Le rapport recommande à la FIFA de réaliser des évaluations véritablement indépendantes des risques liés aux droits fondamentaux pour chacune des candidatures et d’obtenir des pays hôtes qu’ils prennent des engagements contraignants afin de prévenir les violations des droits humains et qu’ils se dotent de systèmes de suivi et de mise en œuvre rigoureux, y compris de mécanismes de plainte et de réparation effective.
Il est enjoint à la FIFA de ne pas sélectionner une candidature qui ne garantirait pas le respect des droits humains et de mettre fin à tout accord concernant l’accueil du tournoi si les droits fondamentaux sont compromis ou bafoués. Depuis 2015, la FIFA reconnaît qu’il lui incombe de prévenir, de gérer et de réparer tout impact négatif sur les droits humains qui serait lié à ses activités ou en découlerait directement, conformément aux Principes directeurs des Nations unies relatifs aux entreprises et aux droits de l’homme.
Elle a ainsi progressivement opérationnalisé ces Principes sous la forme d’une série de politiques, y compris par l’intermédiaire des exigences en matière de droits fondamentaux qui ont été instaurées lors du processus de candidature à l’accueil de la Coupe du monde 2026. Comme elle l’avait fait pour l’édition 2026, la FIFA a inclus des normes relatives aux droits humains dans les critères de candidature aux tournois de 2030 et 2034.
- À lire également : Vinicius Júnior : le maire de Madrid exige des excuses après ses propos sur le racisme
Les plan relatifs aux droits fondamentaux de la candidature du Mondial 2030 ne donnent pas satisfaction
En juillet 2024, outre leur dossier de candidature, les pays souhaitant accueillir la compétition devaient présenter une stratégie en matière de droits humains indiquant comment ils prévoient de gérer les risques dans ce domaine.
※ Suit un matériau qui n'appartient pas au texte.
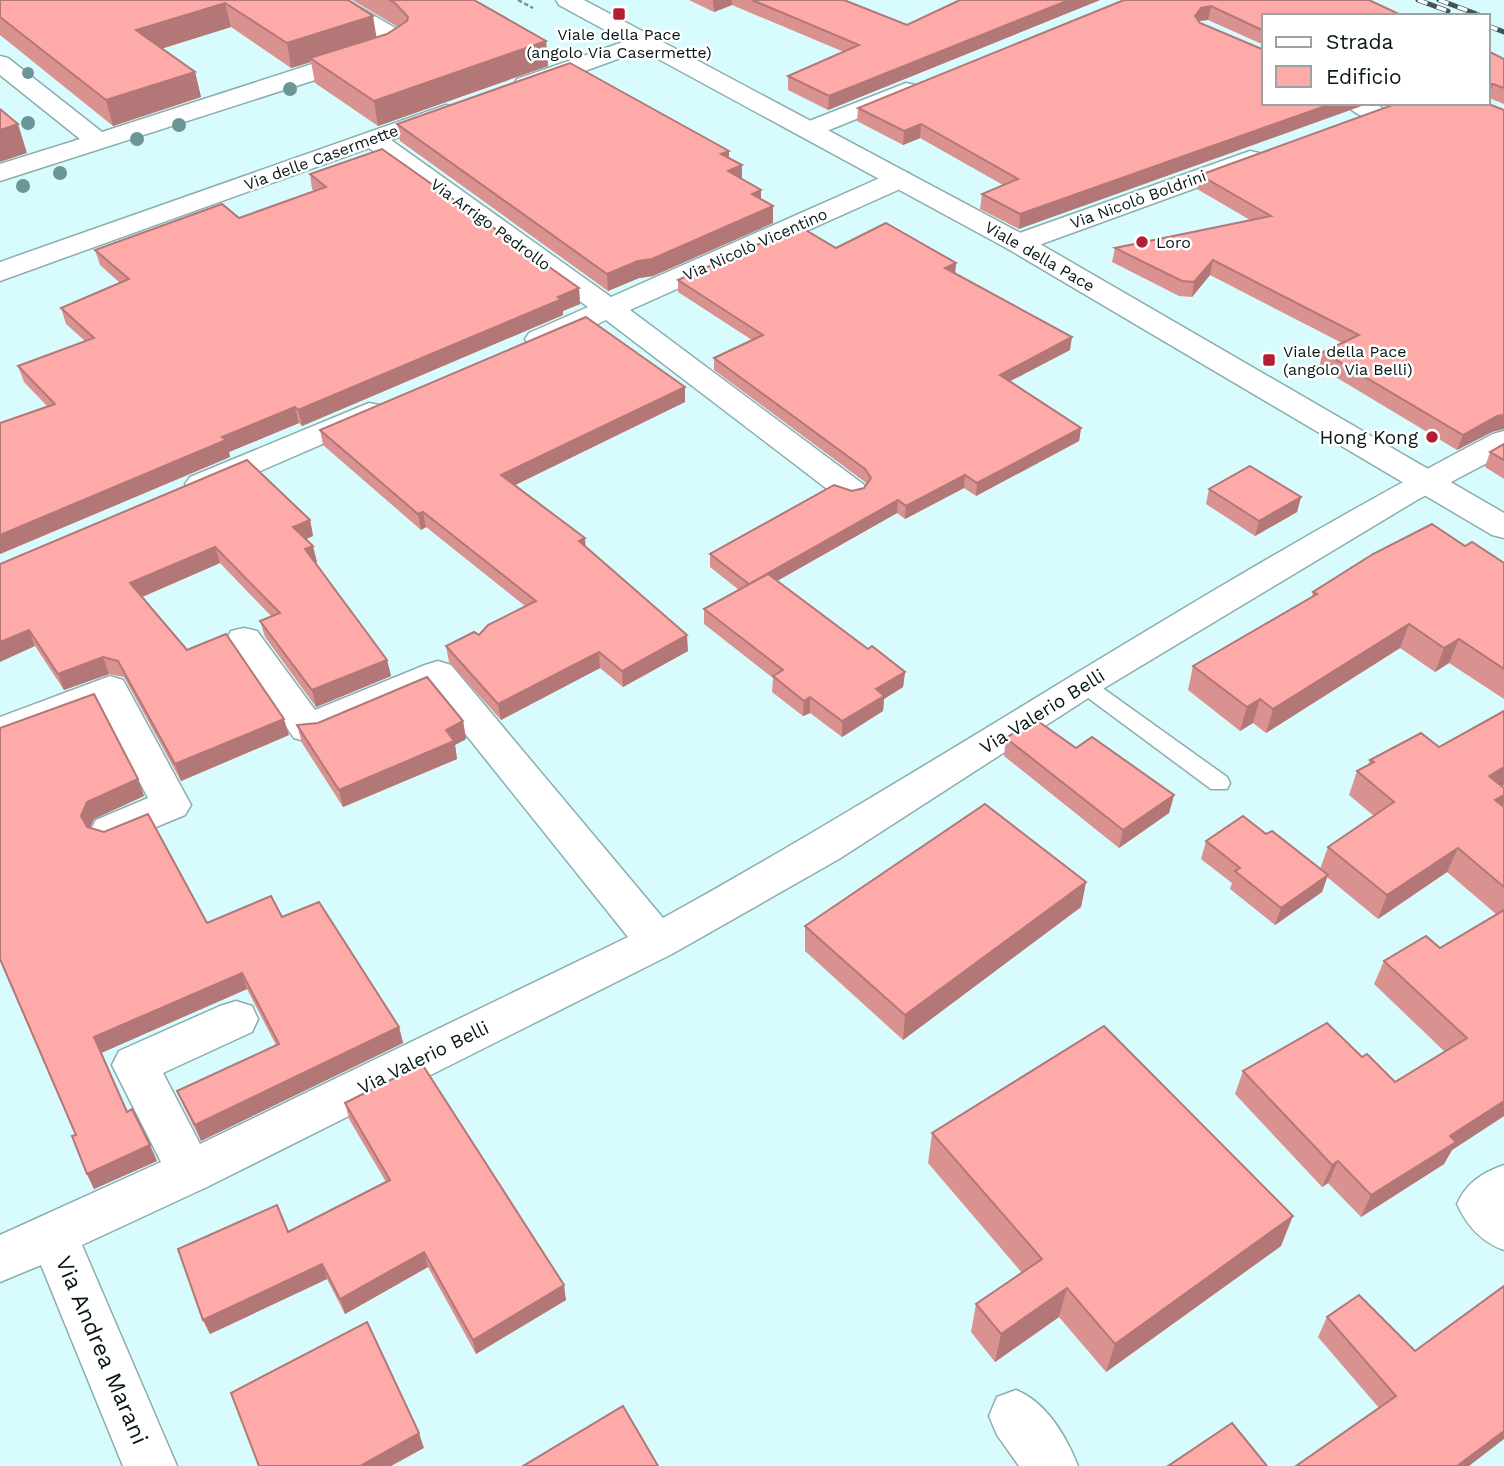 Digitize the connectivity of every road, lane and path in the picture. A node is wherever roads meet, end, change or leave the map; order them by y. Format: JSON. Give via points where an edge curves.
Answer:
{"nodes":[{"id":1,"x":331,"y":0,"type":"edge"},
{"id":2,"x":567,"y":0,"type":"edge"},
{"id":3,"x":643,"y":42,"type":"junction"},
{"id":4,"x":0,"y":63,"type":"edge"},
{"id":5,"x":923,"y":83,"type":"edge"},
{"id":6,"x":500,"y":93,"type":"edge"},
{"id":7,"x":474,"y":102,"type":"edge"},
{"id":8,"x":1388,"y":105,"type":"edge"},
{"id":9,"x":1367,"y":108,"type":"edge"},
{"id":10,"x":1338,"y":127,"type":"edge"},
{"id":11,"x":808,"y":130,"type":"junction"},
{"id":12,"x":372,"y":139,"type":"junction"},
{"id":13,"x":99,"y":142,"type":"junction"},
{"id":14,"x":1274,"y":150,"type":"edge"},
{"id":15,"x":0,"y":173,"type":"edge"},
{"id":16,"x":900,"y":179,"type":"junction"},
{"id":17,"x":1018,"y":243,"type":"junction"},
{"id":18,"x":0,"y":272,"type":"edge"},
{"id":19,"x":610,"y":309,"type":"junction"},
{"id":20,"x":508,"y":352,"type":"edge"},
{"id":21,"x":394,"y":401,"type":"edge"},
{"id":22,"x":1504,"y":442,"type":"edge"},
{"id":23,"x":1429,"y":481,"type":"junction"},
{"id":24,"x":851,"y":491,"type":"edge"},
{"id":25,"x":178,"y":494,"type":"edge"},
{"id":26,"x":1504,"y":527,"type":"edge"},
{"id":27,"x":244,"y":640,"type":"dead end"},
{"id":28,"x":1083,"y":684,"type":"junction"},
{"id":29,"x":0,"y":733,"type":"edge"},
{"id":30,"x":1219,"y":783,"type":"dead end"},
{"id":31,"x":110,"y":831,"type":"edge"},
{"id":32,"x":657,"y":942,"type":"junction"},
{"id":33,"x":236,"y":1019,"type":"dead end"},
{"id":34,"x":190,"y":1172,"type":"junction"},
{"id":35,"x":1504,"y":1187,"type":"edge"},
{"id":36,"x":1504,"y":1228,"type":"edge"},
{"id":37,"x":53,"y":1234,"type":"junction"},
{"id":38,"x":0,"y":1259,"type":"edge"},
{"id":39,"x":1016,"y":1416,"type":"dead end"},
{"id":40,"x":150,"y":1466,"type":"edge"},
{"id":41,"x":1051,"y":1466,"type":"edge"}],
"edges":[{"from":1,"to":13,"type":"street","via":[[397,43]]},
{"from":2,"to":3,"type":"street","name":"Viale della Pace"},
{"from":3,"to":6,"type":"street"},
{"from":3,"to":11,"type":"street","name":"Viale della Pace"},
{"from":4,"to":13,"type":"street"},
{"from":5,"to":11,"type":"street"},
{"from":7,"to":12,"type":"street","name":"Via delle Casermette"},
{"from":8,"to":9,"type":"street"},
{"from":9,"to":10,"type":"street"},
{"from":11,"to":16,"type":"street","name":"Viale della Pace"},
{"from":12,"to":18,"type":"street","name":"Via delle Casermette"},
{"from":12,"to":19,"type":"street","name":"Via Arrigo Pedrollo"},
{"from":13,"to":15,"type":"street"},
{"from":14,"to":17,"type":"street","name":"Via Nicolò Boldrini"},
{"from":16,"to":17,"type":"street","name":"Viale della Pace"},
{"from":16,"to":19,"type":"street","name":"Via Nicolò Vicentino"},
{"from":17,"to":23,"type":"street","name":"Viale della Pace"},
{"from":19,"to":20,"type":"street","name":"Via Nicolò Vicentino"},
{"from":19,"to":24,"type":"street"},
{"from":21,"to":25,"type":"street"},
{"from":22,"to":23,"type":"street","name":"Via Valerio Belli"},
{"from":23,"to":26,"type":"street","name":"Viale della Pace"},
{"from":23,"to":28,"type":"street","name":"Via Valerio Belli"},
{"from":27,"to":32,"type":"street","via":[[307,727],[438,674]]},
{"from":28,"to":30,"type":"lane"},
{"from":28,"to":32,"type":"street","name":"Via Valerio Belli","via":[[824,848]]},
{"from":29,"to":31,"type":"street","via":[[110,690],[171,805]]},
{"from":32,"to":34,"type":"street","name":"Via Valerio Belli"},
{"from":33,"to":34,"type":"street","via":[[135,1065]]},
{"from":34,"to":37,"type":"street","name":"Via Valerio Belli"},
{"from":35,"to":36,"type":"street","via":[[1481,1204]]},
{"from":37,"to":38,"type":"street","name":"Via Valerio Belli"},
{"from":37,"to":40,"type":"street","name":"Via Andrea Marani"},
{"from":39,"to":41,"type":"street"}]}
Il fallait que la stratégie démontre que la candidature soit en accord avec tout un éventail de normes établies par les Nations unies et la FIFA sur les droits du travail, la non-discrimination, la liberté d’expression et le maintien de l’ordre, entre autres.
La réglementation de la FIFA applicable aux candidatures dispose clairement qu’il s’agit d’«obligations absolument contraignantes» qui pourraient conduire la FIFA à ne pas sélectionner un candidat ou à révoquer les droits d’accueil, en cas de non-respect.
Le 5 août dernier, Amnesty International a publié un article dans lequel elle commente les dossiers de candidature ainsi que des plans relatifs aux droits humains qui ont été publiés le 31 juillet 2024. Il ressort de leur l’analyse qu’ils estiment qu’il subsiste des lacunes importantes dans les plans de la Coupe du monde 2030.
En conséquence, après une analyse approfondie, l’on remarque que la réflexion de Vinicius Júnior est similaire à celles des organisations de défenses des droits fondamentaux. Andrea Florence, directrice de Sport & Rights Alliance, a même déclaré : « Avant d’attribuer l’organisation d’un quelconque tournoi, la FIFA doit passer des accords contraignants en matière de droits humains qui protègent pleinement les travailleuses et travailleurs, les populations locales, les joueurs et les fans, y compris contre les atteintes et la discrimination visant des minorités raciales ou religieuses. »
Le combat de Vinicius Júnior contre le racisme va se poursuivre. Même si la Fédération espagnole de football entrave cette lutte, le Brésilien sait qu’il peut compter sur la justice étatique espagnole pour condamner les actes de discrimination raciale dans les stades de football.
Il est compréhensible que sa sortie ait provoqué de l’indignation auprès de citoyens espagnols qui tiennent ardemment à l’organisation de cette compétition prestigieuse dans leur pays. Toutefois, ils seraient avisés de ne pas perdre de vue que Vinicius Júnior est également un citoyen espagnol et qu’il possède donc autant de légitimité pour s’exprimer sur le sujet.